The Photographer was asked to take pictures — to be the photographer — at a friend’s wedding.
Very exciting to be a quasi-professional, invited to take photos of someone other than his spouse!
I volunteered to be The Photographer’s Assistant. My jobs were to: carry equipment; stand for test photos in various lighting schemes; help organize family members and the wedding party for formal photos, and; make sure that we captured each of the key moments or subject groupings on a list thoughtfully compiled in advance by the bride and groom.
The Photographer and I checked and organized all of the equipment well in advance: step ladder, light stands, umbrella, off-camera flash, Swiss Army knife, camera, 2 lenses, diffuser, batteries for camera and flash.
I took one of the cameras to District Camera on my lunch-hour so that they could untwist an unruly filter from one of his lenses.
Hot Tip: They did this using a rubber band to provide just enough grip on the rim of the filter. So clever!
We also reviewed the list of key shots carefully. I made a study of royal family photographs to see how the Windsors arrange themselves for large wedding photos.
Note: The key to large group photos is that a few people must sit in chairs. Children can sit on the floor.
The one thing that we didn’t discuss was: WhaT tO WEar.
I assumed that we were working the wedding, i.e., staff. So I wore a white top and black pants.
The Photographer wore a suit and tie. I was surprised because he doesn’t like wearing ties, but I thought he looked very nice. It also seemed reasonable to me that The Photographer would look higher-status than The Photographer’s Assistant.
I should have probed more deeply. It turns out that we were guests.
Oh no. I wore enormous, black penny loafers to a wedding.
Had I realized that we were attending in dual-capacities, I would have worn fancier pants and shoes.*
But the white top was a conscious and deliberate choice. I figured The Photographer and The Second Photographer (another friend of the groom) would appreciate a model wearing white to help them adjust the white balance and flash on their camera settings. I walked down the aisle — very ceremoniously, before the guests arrived and without music — more than a half-dozen times.
I think I was a convincing bride. I know I was a useful Photographer’s Assistant.

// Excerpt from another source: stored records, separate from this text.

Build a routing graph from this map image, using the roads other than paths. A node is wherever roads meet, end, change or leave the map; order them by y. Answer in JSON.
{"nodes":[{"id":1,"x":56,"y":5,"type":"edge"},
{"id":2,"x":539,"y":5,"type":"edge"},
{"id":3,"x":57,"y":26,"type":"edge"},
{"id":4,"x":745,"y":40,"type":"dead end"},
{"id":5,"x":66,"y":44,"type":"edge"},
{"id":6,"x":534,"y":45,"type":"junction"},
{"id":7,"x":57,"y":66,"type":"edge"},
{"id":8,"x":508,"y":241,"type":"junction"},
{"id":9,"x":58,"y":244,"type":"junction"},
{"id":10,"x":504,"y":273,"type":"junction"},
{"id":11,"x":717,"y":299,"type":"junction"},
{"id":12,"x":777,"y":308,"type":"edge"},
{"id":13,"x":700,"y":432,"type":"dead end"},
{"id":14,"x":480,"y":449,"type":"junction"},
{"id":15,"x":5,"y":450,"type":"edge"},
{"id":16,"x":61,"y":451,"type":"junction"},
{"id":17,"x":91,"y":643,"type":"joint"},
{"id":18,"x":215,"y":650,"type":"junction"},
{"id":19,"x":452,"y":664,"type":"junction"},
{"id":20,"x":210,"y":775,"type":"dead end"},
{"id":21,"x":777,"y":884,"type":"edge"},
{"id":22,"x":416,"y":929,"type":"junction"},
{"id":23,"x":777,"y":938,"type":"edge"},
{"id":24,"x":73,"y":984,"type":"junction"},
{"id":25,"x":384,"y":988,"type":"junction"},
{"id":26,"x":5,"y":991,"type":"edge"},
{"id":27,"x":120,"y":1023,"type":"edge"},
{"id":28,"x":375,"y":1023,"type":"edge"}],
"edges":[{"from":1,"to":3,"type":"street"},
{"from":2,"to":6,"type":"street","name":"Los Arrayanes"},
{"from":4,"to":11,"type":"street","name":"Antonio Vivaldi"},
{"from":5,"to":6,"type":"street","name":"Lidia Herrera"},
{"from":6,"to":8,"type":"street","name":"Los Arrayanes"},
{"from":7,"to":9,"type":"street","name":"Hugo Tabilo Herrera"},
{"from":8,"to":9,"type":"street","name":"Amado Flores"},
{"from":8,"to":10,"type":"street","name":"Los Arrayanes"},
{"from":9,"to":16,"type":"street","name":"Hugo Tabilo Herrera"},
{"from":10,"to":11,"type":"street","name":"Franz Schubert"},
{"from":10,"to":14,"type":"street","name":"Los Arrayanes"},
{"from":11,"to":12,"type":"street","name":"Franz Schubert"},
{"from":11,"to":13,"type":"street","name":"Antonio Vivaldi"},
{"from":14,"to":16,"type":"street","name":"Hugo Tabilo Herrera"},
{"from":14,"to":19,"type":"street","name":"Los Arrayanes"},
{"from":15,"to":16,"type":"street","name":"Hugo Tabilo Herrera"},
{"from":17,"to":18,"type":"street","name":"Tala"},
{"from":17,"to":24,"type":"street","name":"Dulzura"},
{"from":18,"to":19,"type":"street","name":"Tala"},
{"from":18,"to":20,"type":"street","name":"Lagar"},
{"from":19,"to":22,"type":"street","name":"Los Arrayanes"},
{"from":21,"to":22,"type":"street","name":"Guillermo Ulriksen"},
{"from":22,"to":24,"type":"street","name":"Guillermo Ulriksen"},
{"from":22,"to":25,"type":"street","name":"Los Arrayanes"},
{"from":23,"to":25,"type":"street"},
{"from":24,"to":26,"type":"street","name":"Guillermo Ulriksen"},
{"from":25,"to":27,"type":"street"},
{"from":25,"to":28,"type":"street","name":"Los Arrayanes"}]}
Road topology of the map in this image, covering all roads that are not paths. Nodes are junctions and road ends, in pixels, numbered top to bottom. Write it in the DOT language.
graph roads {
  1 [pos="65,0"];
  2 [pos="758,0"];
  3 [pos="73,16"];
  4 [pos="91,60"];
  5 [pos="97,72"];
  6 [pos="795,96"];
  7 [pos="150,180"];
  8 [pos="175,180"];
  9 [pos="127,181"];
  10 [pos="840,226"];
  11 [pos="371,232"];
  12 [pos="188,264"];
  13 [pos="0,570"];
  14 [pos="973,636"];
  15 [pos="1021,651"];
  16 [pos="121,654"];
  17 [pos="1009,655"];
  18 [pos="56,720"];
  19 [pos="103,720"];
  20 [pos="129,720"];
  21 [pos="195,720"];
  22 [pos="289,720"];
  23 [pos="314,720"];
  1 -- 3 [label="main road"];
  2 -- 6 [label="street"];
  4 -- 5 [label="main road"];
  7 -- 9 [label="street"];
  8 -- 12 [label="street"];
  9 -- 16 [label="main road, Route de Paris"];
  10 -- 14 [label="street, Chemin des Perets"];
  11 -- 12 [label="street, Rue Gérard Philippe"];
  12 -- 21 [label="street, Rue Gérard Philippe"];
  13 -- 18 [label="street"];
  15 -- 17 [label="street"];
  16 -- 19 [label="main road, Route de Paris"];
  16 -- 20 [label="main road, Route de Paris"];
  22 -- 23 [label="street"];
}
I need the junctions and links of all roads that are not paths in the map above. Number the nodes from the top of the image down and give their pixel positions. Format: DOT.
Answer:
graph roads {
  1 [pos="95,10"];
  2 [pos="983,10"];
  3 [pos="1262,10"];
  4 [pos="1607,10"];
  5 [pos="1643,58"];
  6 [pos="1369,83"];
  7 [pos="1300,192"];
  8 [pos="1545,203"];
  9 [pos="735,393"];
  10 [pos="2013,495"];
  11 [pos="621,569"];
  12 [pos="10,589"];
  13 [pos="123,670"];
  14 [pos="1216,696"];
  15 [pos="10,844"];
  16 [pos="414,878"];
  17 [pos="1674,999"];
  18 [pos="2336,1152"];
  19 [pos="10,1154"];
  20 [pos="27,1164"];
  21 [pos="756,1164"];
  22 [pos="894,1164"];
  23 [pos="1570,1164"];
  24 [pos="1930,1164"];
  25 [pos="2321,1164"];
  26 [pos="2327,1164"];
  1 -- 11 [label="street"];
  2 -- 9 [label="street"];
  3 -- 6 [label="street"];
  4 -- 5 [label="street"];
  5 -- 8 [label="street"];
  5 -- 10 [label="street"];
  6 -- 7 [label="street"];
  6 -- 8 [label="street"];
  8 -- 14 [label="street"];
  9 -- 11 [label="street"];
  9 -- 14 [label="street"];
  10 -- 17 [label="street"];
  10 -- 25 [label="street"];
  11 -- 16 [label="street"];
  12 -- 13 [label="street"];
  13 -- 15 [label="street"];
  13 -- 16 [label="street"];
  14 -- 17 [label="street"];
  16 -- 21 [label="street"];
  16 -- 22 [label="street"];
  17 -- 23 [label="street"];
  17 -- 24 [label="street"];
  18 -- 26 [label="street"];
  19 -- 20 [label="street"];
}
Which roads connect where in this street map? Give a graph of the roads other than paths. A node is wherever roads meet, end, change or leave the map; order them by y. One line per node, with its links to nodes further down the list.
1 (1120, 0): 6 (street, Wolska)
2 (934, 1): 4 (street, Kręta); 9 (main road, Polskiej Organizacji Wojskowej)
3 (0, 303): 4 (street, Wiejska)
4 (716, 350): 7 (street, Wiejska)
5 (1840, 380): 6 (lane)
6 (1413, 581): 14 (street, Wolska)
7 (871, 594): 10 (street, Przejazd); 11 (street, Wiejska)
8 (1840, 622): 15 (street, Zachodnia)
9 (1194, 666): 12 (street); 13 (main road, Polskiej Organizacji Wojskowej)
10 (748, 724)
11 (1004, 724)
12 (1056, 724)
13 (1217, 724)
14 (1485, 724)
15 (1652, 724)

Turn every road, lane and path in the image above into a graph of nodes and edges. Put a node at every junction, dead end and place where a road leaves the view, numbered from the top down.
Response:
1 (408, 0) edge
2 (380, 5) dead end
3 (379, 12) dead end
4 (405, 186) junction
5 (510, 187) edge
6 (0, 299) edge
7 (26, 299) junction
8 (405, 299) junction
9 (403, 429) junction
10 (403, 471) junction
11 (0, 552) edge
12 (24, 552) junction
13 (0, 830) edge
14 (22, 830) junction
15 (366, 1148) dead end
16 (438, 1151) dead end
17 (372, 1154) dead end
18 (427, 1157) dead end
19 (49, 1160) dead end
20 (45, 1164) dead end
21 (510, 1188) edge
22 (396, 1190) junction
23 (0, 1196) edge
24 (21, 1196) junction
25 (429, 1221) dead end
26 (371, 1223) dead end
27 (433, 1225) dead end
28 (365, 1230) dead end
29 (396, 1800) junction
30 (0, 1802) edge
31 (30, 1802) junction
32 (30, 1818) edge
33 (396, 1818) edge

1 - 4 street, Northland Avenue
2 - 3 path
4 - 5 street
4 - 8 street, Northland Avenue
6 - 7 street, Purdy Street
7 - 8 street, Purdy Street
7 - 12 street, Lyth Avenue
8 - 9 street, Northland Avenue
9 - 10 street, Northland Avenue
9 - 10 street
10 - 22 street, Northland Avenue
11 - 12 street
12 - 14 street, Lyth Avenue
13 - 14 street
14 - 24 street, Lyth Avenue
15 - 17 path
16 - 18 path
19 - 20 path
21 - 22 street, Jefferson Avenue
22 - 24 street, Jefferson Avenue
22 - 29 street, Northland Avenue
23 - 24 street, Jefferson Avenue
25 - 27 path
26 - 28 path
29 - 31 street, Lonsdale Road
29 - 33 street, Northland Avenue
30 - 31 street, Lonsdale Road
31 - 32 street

While helping the two photographers, I eyeballed the seating and realized that the chairs on one side of the aisle had been set too close together. So I directed the staff to re-space the rows and then helped them do it when they seemed to be struggling to re-envision the floor-plan.
One the one hand, I felt a little bossy. But on the other . . . spatial relations and executive planning are two of my strengths.** Imagine the scene if 100 guests started filing in, tried to sit, and realized that there wasn’t enough legroom for them to drop into a seated position. Think of a full flight and all of the passengers in window seats getting up at the same time to go to the bathroom.
I think I was pretty convincing as a Wedding Coordinator. Bossy, but nice.
It was a beautiful service and reception, with the most delicious food from Eco Catering.
One thing to know about this white top: that flamboyant flamenco sleeve was made to wipe plates clean.
This top is actually two tops: a cotton apron-tank over a long-sleeved silk blouse. I saw the apron-tank in ShopBop’s year-end sale and realized it was a very workable substitute for a prohibitively expensive backless tank by Cecelie Bahsen. I’d never wear it without something underneath, but I knew it could be made appropriate! In the summer, I may wear it over a sleeveless, ribbed tank top.
* It was O.K., I think because: (1) the wedding was at 10:00 a.m.; (2) the bride is an architect and the groom is a talented amateur photographer, so the creative professions were well-represented among their guests. It was a hip crowd, not a stuffy crowd.
** That’s why I am so good at picture-hanging and packing for trips.
White top: Rachel Comey Spark Top; Grey blouse: Isabal Marant from TheRealReal; Pants: JCrew; Wildly inappropriate shoes: Does it really matter now?; Bag: Humawaca (in Buenos Aires!)
6 thoughts on “Here Comes the Bride?”
It’s all charming: the story, the dual role helper (photographer’s assistant and wedding planner), the architectural outfit. This is why we are devotees of the Directrice!
Sounds like helpful and creative fun for an enjoyable experience.
I hope this doesn’t come out wrong–but that top really makes me laugh. (In a fond and affectionate chortle.) It’s such an extravaganza! I can’t stand wearing sleeves that dangle at my wrists, which is perhaps a shame. I lose out on so many sleeve options. You look charming and creative. And bossy is a good word these days.
This post arrived via email, FYI.
I think you look wonderfully wedding appropriate for your dual role, chunky loafers included.
No comment about the shoes but the top is spectacular!
I think you nailed it. (From the ankles up).